Habits and History

by crookperkdeck



Category: PAYDAY (Video Games)
Genre: Brief mention of prison nightmare hcs, Found family sibling stuff, Mentions of familial death, No Romance, Smoking
Language: English
Status: Completed
Published: 2018-04-11
Updated: 2018-04-11
Packaged: 2019-04-21 10:05:47
Rating: Teen And Up Audiences
Warnings: No Archive Warnings Apply
Chapters: 1
Words: 2,301
Publisher: archiveofourown.org
Story URL: https://archiveofourown.org/works/14282592
Author URL: https://archiveofourown.org/users/crookperkdeck/pseuds/crookperkdeck
Summary: Hoxton pays Clover a visit in a pensive afternoon.





	Habits and History

              Couch surfing, amongst many other things, had become an unfortunate habit of Hoxton’s ever since breaking out of prison. He didn’t have a lot of options for housing since the repossession of his apartment after his arrest, and someone with a face featured on the news as much as his had ran into difficulties renting a new one, with how chatty landlords could be. The laundromat serving as the gang’s current safehouse was the closest to a home he had, but after almost 4 months of being cooped up there, his relationship with it had become complicated, to say the least. So in the moments when being there for so long were close to making him consider property destruction, he knew he had to suck up his pride and go to someone in the crew for a night’s sleep.

              At least, those were the usual circumstances. Today was a special case.

              He had decided on going to Clover for it. She was at her apartment much more often than the safehouse these days, on the claim of being busy, when Hoxton knew she wanted to avoid interacting with people who were just a rung above strangers for her. It’s what made him ultimately decide on her—the quiet would be easier on his mind, and she wouldn’t dream of kicking his ass on the street.

              He arrived at her doorstep without any prior warning, relying on her dependability more than anything else.

              Pajamas and all, she followed through, and gave him permission to stay. It had been late afternoon, but she claimed she was only then heading off to bed. He didn’t know how long she’d been awake to warrant that, and when she tried insisting on staying up to play host, he rejected it and told her he’d still be here when she woke up. She at least acquiesced to that, and if that was the extent of her protests, she really did need the rest.

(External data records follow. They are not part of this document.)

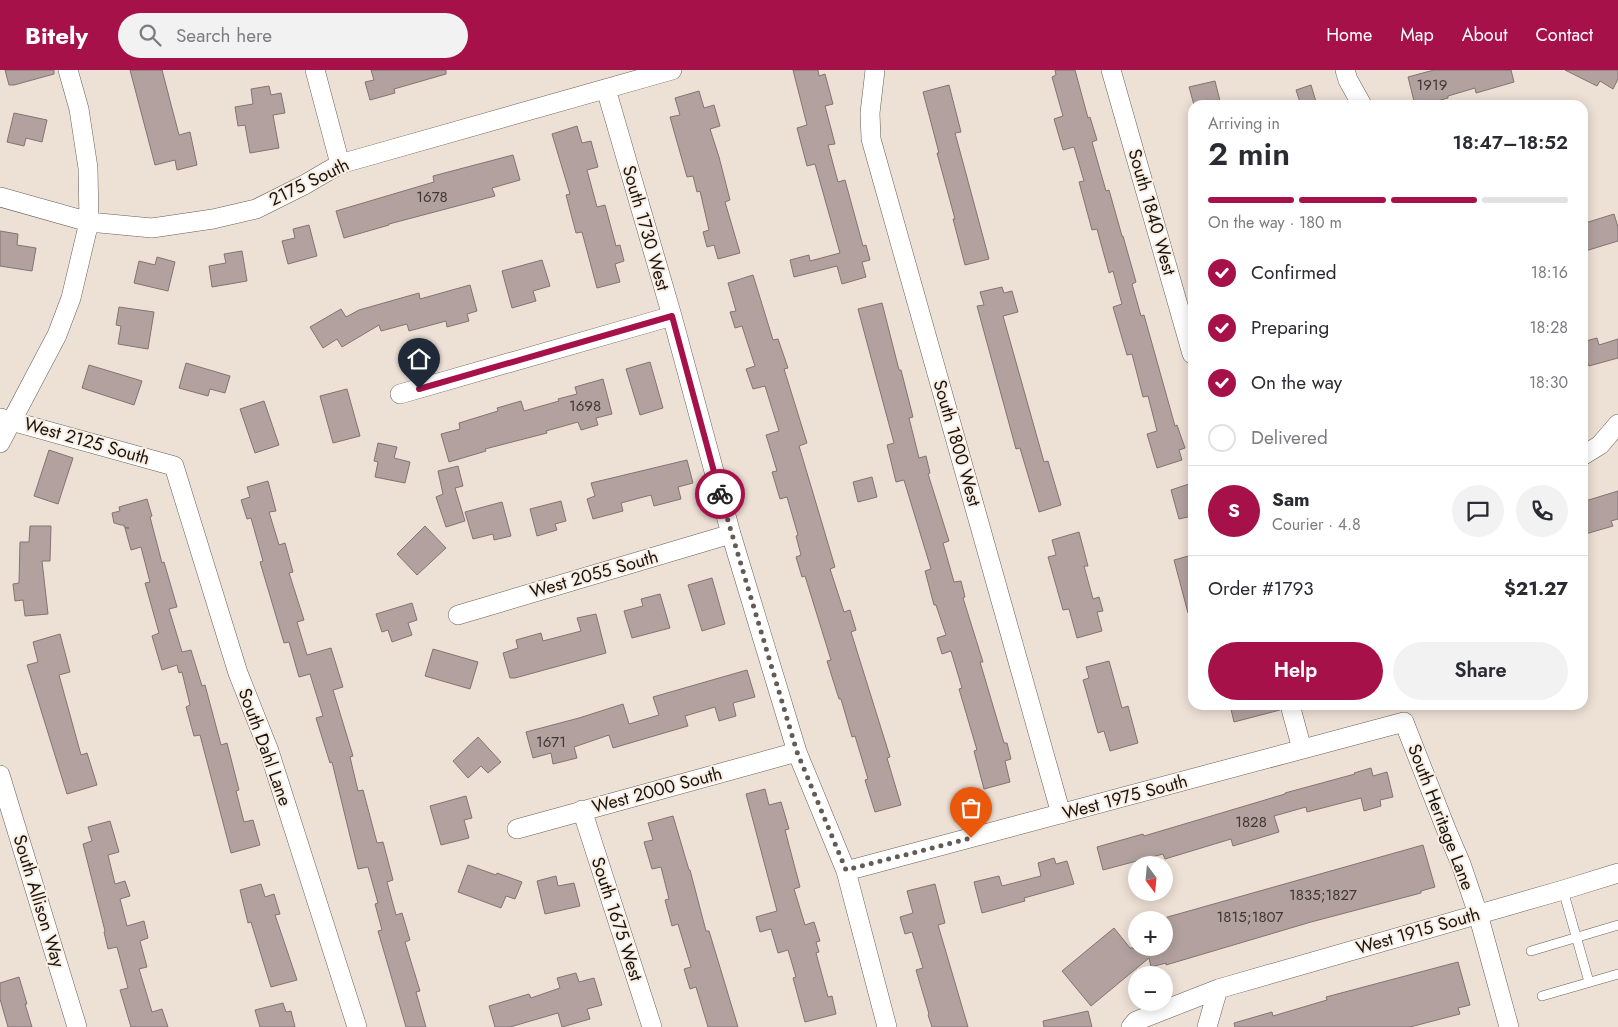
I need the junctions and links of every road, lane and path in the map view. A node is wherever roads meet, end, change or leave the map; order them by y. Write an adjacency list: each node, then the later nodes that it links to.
1 (68, 70): 11 (street)
2 (315, 70): 9 (street)
3 (672, 70): 7 (street, 2175 South)
4 (875, 70): 28 (street, South 1800 West)
5 (1111, 70): 13 (street, South 1840 West)
6 (1346, 70): 8 (street)
7 (606, 89): 9 (street, 2175 South); 12 (street, South 1730 West)
8 (1359, 100)
9 (340, 164): 11 (street, 2175 South)
10 (0, 197): 11 (street, 2175 South)
11 (89, 222): 15 (street)
12 (672, 316): 14 (street); 20 (street, South 1730 West)
13 (1188, 340)
14 (400, 394)
15 (6, 419): 17 (street); 19 (street, West 2125 South)
16 (1618, 424): 18 (street)
17 (0, 443)
18 (1588, 452)
19 (174, 466): 42 (street, South Dahl Lane)
20 (731, 534): 21 (street, West 2055 South); 25 (street, South 1730 West)
21 (458, 615)
22 (1291, 710): 24 (street)
23 (1404, 722): 24 (street, West 1975 South); 33 (street, South Heritage Lane)
24 (1302, 749): 28 (street, West 1975 South)
25 (797, 752): 27 (street, West 2000 South); 30 (street, South 1730 West)
26 (0, 775): 41 (street, South Allison Way)
27 (582, 810): 29 (street, West 2000 South); 43 (street, South 1675 West)
28 (1061, 814): 30 (street, West 1975 South)
29 (517, 828)
30 (846, 870): 44 (street, South 1730 West)
31 (1618, 873): 32 (street, West 1915 South)
32 (1563, 890): 33 (street, West 1915 South); 35 (lane)
33 (1478, 914): 39 (street, West 1915 South); 47 (street, South Heritage Lane)
34 (1618, 925): 35 (lane)
35 (1577, 936): 36 (lane); 38 (lane)
36 (1531, 951)
37 (1618, 974): 38 (lane)
38 (1588, 982): 40 (lane)
39 (1218, 989): 45 (street, West 1915 South); 46 (street)
40 (1542, 996)
41 (77, 1027)
42 (357, 1027)
43 (652, 1027)
44 (887, 1027)
45 (1131, 1027)
46 (1207, 1027)
47 (1509, 1027)

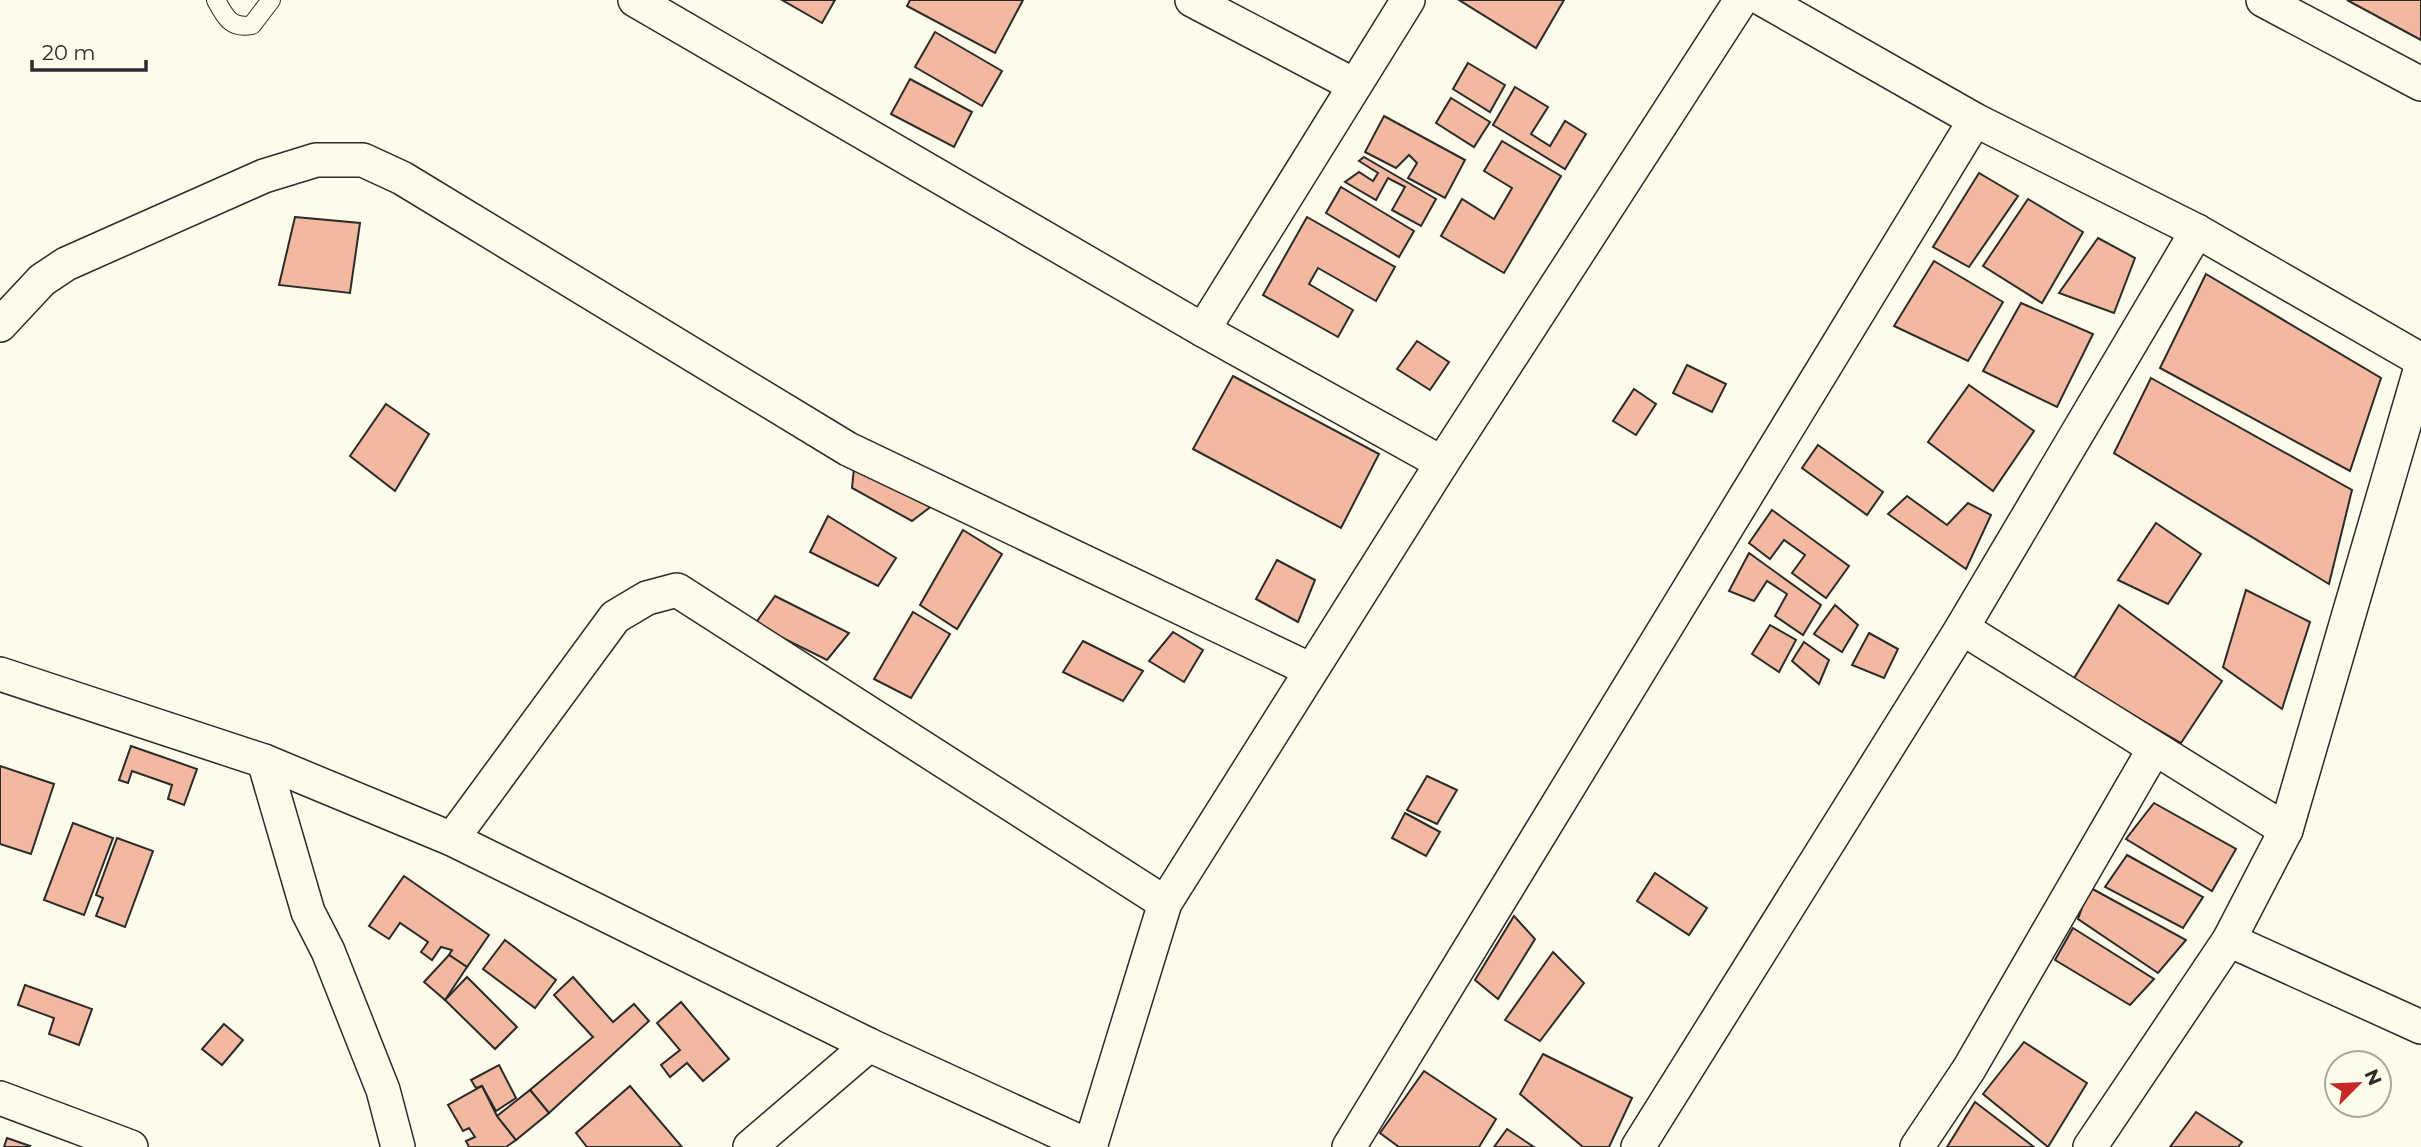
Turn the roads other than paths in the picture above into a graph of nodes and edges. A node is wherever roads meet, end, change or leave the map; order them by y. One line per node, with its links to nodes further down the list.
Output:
1 (216, 0): 2 (lane)
2 (271, 0)
3 (635, 0): 14 (street)
4 (1192, 0): 10 (street)
5 (1408, 0): 10 (street)
6 (1741, 0): 17 (street)
7 (1764, 0): 11 (street)
8 (2263, 0): 9 (street)
9 (2421, 84)
10 (1354, 85): 14 (street)
11 (1975, 120): 12 (street); 34 (street)
12 (2197, 231): 15 (street); 18 (street)
13 (0, 325): 19 (street)
14 (1203, 330): 17 (street)
15 (2421, 360)
16 (2421, 367): 23 (street)
17 (1441, 463): 19 (street)
18 (1962, 628): 21 (street); 35 (street)
19 (1311, 670): 25 (street)
20 (0, 674): 22 (street)
21 (2154, 749): 23 (street); 36 (street)
22 (264, 761): 24 (street); 31 (street)
23 (2286, 830): 26 (street)
24 (452, 839): 25 (street); 28 (street)
25 (1165, 903): 33 (street)
26 (2230, 940): 27 (street); 37 (street)
27 (2421, 1027)
28 (869, 1045): 32 (street); 33 (street)
29 (0, 1098): 30 (street)
30 (131, 1147)
31 (398, 1147)
32 (750, 1147)
33 (1091, 1147)
34 (1349, 1147)
35 (1638, 1147)
36 (1917, 1147)
37 (2090, 1147)

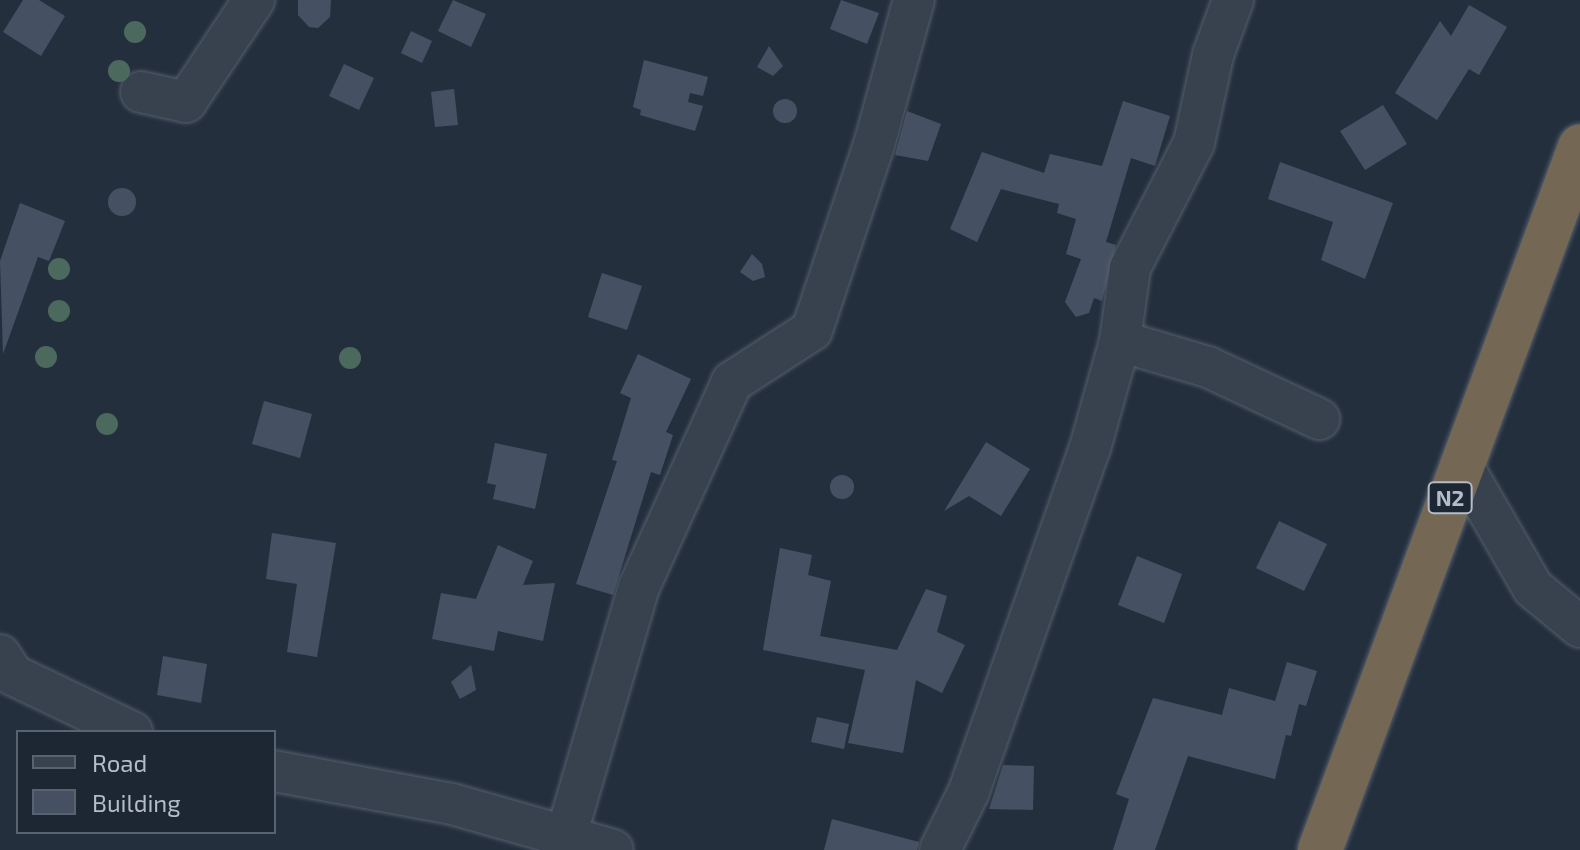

              And maybe it was for the best, unfortunately. Hoxton preferred having a conversation as a distraction over being alone with his thoughts, but simply suppressing them the entire day hadn’t seemed to quiet them any. In the past, he could’ve gone walking into the night with no clear direction, the constant change in scenery aiding him to think of other things. Now, he had been advised to not go anywhere the gang didn’t know about, at least until the news around him died properly, but those places were limited and made him feel antsy and agitated. He had broken out so he wouldn’t have to feel confined anymore, and now seeing lost opportunity rather than impossible opportunity felt worse, somehow.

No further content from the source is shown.